The investment giant named Orsted, Enel, RWE, Iberdrola, and EDP and its renewables associate EDPR as set to “significantly outgrow the rest of the sector”, as part of a wider trend it called the “rise of the renewable majors”.

Utilities could be in line for 45% of the €7trn of investment needed to drive the EU to its net-zero emissions goal, said Goldman Sachs in a research note.

That could also drive consolidation in the sector, and Goldman Sachs said Germany’s RWE and Portuguese utility EDP, plus Scottish group SSE “stand out as possible targets were we to see M&A owing to a favourable combination of high earnings exposure to low-risk, infrastructure activities (RES, grids) and their relatively small market cap”.

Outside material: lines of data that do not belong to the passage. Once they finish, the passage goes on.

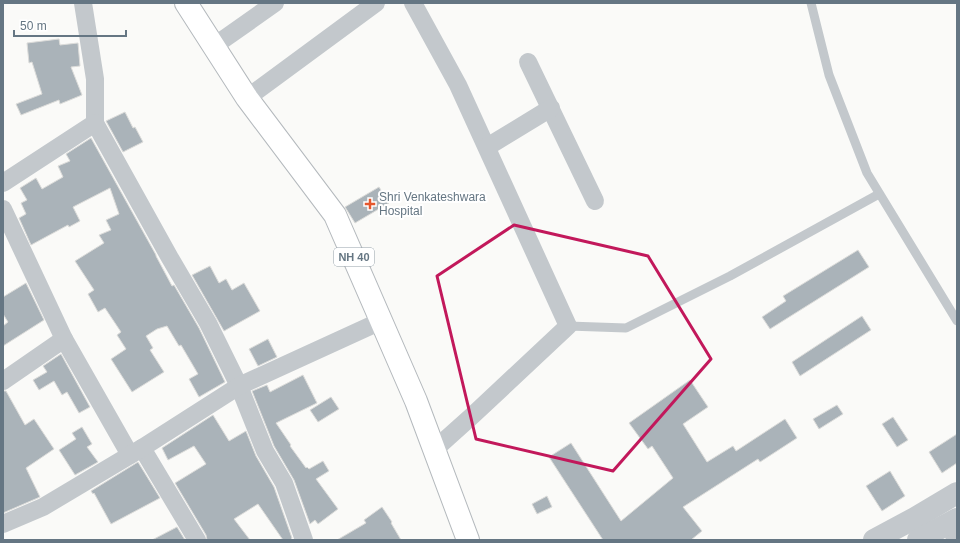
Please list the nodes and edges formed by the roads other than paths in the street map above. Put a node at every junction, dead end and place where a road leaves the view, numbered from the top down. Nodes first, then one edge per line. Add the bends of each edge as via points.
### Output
1 (83, 3) edge
2 (186, 3) edge
3 (275, 3) edge
4 (376, 3) edge
5 (413, 3) edge
6 (811, 3) edge
7 (214, 46) junction
8 (528, 62) dead end
9 (247, 98) junction
10 (550, 108) junction
11 (95, 123) junction
12 (487, 147) junction
13 (3, 184) edge
14 (879, 194) junction
15 (595, 201) dead end
16 (3, 209) edge
17 (381, 320) junction
18 (957, 321) edge
19 (568, 326) junction
20 (64, 339) junction
21 (3, 380) edge
22 (239, 386) junction
23 (434, 450) junction
24 (136, 452) junction
25 (957, 493) edge
26 (3, 524) edge
27 (954, 528) edge
28 (197, 540) edge
29 (304, 540) edge
30 (468, 540) edge
31 (874, 540) edge
32 (918, 540) edge

1 - 11 street via 95,78
2 - 7 highway, NH 40
3 - 7 street
4 - 9 street
5 - 12 street via 458,84
6 - 14 lane via 829,75 867,173
7 - 9 highway, NH 40
8 - 10 street
9 - 17 highway, NH 40 via 335,215
10 - 12 street
10 - 15 street
11 - 13 street
11 - 22 street via 208,323
12 - 19 street
14 - 18 lane
14 - 19 lane via 730,276 626,328
16 - 20 street
17 - 22 street
17 - 23 highway, NH 40 via 416,400
19 - 23 street
20 - 21 street
20 - 24 street
22 - 24 street
22 - 29 street via 265,451 284,483
23 - 30 highway, NH 40
24 - 26 street via 43,507
24 - 28 street
25 - 31 street
27 - 32 street

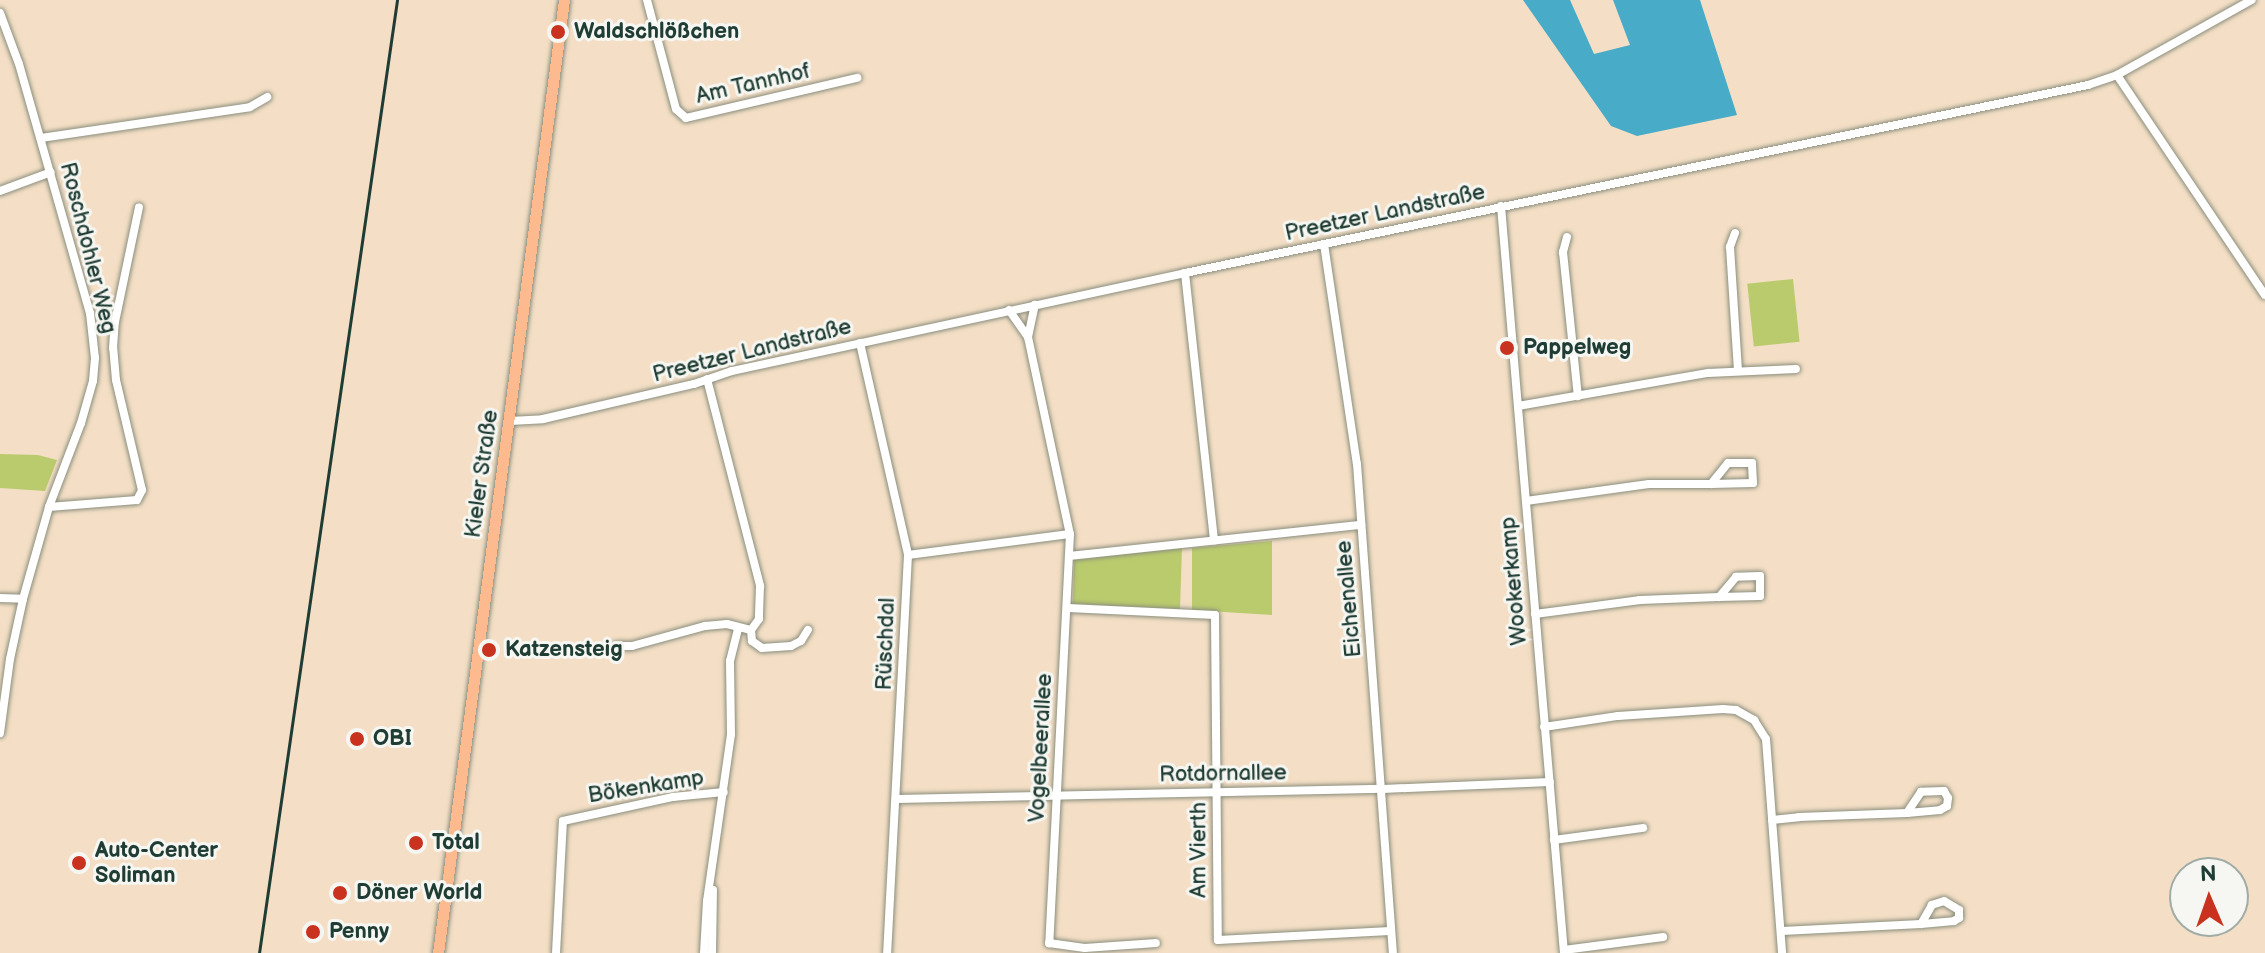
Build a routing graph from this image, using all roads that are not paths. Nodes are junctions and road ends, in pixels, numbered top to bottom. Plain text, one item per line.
1 (564, 0) edge
2 (647, 0) edge
3 (2252, 0) edge
4 (0, 13) edge
5 (2117, 75) junction
6 (857, 78) dead end
7 (267, 97) dead end
8 (41, 138) junction
9 (51, 172) junction
10 (0, 191) edge
11 (1501, 206) junction
12 (139, 207) dead end
13 (1735, 233) dead end
14 (1567, 237) dead end
15 (1324, 244) junction
16 (1185, 273) junction
17 (2265, 295) edge
18 (1035, 305) junction
19 (1009, 310) junction
20 (1028, 337) junction
21 (860, 343) junction
22 (1796, 369) dead end
23 (1738, 371) junction
24 (707, 379) junction
25 (1578, 396) junction
26 (1518, 406) junction
27 (510, 421) junction
28 (1711, 484) junction
29 (1526, 501) junction
30 (49, 507) junction
31 (1361, 525) junction
32 (1070, 534) junction
33 (1214, 540) junction
34 (908, 555) junction
35 (1069, 556) junction
36 (1719, 597) junction
37 (0, 598) edge
38 (23, 599) junction
39 (1068, 608) junction
40 (1535, 614) junction
41 (738, 629) junction
42 (751, 630) junction
43 (808, 630) dead end
44 (752, 641) junction
45 (737, 642) junction
46 (616, 646) dead end
47 (1544, 727) junction
48 (0, 733) edge
49 (1550, 782) junction
50 (1383, 789) junction
51 (724, 792) junction
52 (1217, 792) junction
53 (1056, 795) junction
54 (897, 799) junction
55 (1907, 813) junction
56 (1772, 820) junction
57 (1643, 828) dead end
58 (1554, 840) junction
59 (712, 870) junction
60 (1921, 924) dead end
61 (1390, 931) junction
62 (1782, 931) junction
63 (1663, 937) dead end
64 (1156, 943) dead end
65 (1564, 952) edge
66 (438, 953) edge
67 (556, 953) edge
68 (704, 953) edge
69 (712, 953) edge
70 (887, 953) edge
71 (1393, 953) edge
72 (1782, 953) edge

1 - 27 main road, Kieler Straße
2 - 6 street, Am Tannhof
3 - 5 street, Preetzer Landstraße
4 - 8 street, Roschdohler Weg
5 - 11 street, Preetzer Landstraße
5 - 17 street
7 - 8 street
8 - 9 street, Roschdohler Weg
9 - 10 street
9 - 30 street, Roschdohler Weg
11 - 15 street, Preetzer Landstraße
11 - 26 street, Wookerkamp
12 - 30 street, Roschdohler Weg
13 - 23 street
14 - 25 street
15 - 16 street, Preetzer Landstraße
15 - 31 street, Eichenallee
16 - 18 street, Preetzer Landstraße
16 - 33 street
18 - 19 street, Preetzer Landstraße
18 - 20 street
19 - 20 street
19 - 21 street, Preetzer Landstraße
20 - 32 street, Vogelbeerallee
21 - 24 street, Preetzer Landstraße
21 - 34 street, Rüschdal
22 - 23 street
23 - 25 street
24 - 27 street, Preetzer Landstraße
24 - 42 street
25 - 26 street
26 - 29 street, Wookerkamp
27 - 66 main road, Kieler Straße
28 - 28 street
28 - 29 street
29 - 40 street, Wookerkamp
30 - 38 street, Roschdohler Weg
31 - 33 street
31 - 50 street, Eichenallee
32 - 34 street
32 - 35 street, Vogelbeerallee
33 - 35 street
34 - 54 street, Rüschdal
35 - 39 street, Vogelbeerallee
36 - 36 street
36 - 40 street
37 - 38 street
38 - 48 street, Roschdohler Weg
39 - 52 street, Am Vierth
39 - 53 street, Vogelbeerallee
40 - 47 street, Wookerkamp
41 - 42 street
41 - 45 street
41 - 46 street
42 - 44 street
43 - 44 street
44 - 45 street
45 - 51 street
47 - 49 street, Wookerkamp
47 - 56 street
49 - 50 street, Rotdornallee
49 - 58 street, Wookerkamp
50 - 52 street, Rotdornallee
50 - 61 street, Eichenallee
51 - 59 street
51 - 67 street, Bökenkamp
52 - 53 street, Rotdornallee
52 - 61 street, Am Vierth
53 - 54 street, Rotdornallee
53 - 64 street, Vogelbeerallee
54 - 70 street, Rüschdal
55 - 55 street
55 - 56 street
56 - 62 street
57 - 58 street
58 - 65 street, Wookerkamp
59 - 68 street
59 - 69 street
60 - 62 street
61 - 71 street, Eichenallee
62 - 72 street
63 - 65 street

Meeting clean energy targets will see 40% of European power coming from wind and solar by 2030, or 75% if other sources such as nuclear and hydro are added – double the level today, it said.

“By 2050, this implies a generation mix characterised by up to 90% renewables, with the rest coming from batteries, hydrogen and CCS,” said the note.

Goldman Sachs also tipped offshore wind to see the “biggest upside” from Europe’s energy transition – it expects the source to be generating at “well below market prices by 2023-25”.

Globally, the investment group said it backed predictions of 1TW of offshore wind deployed by 2050 as "an achievable target".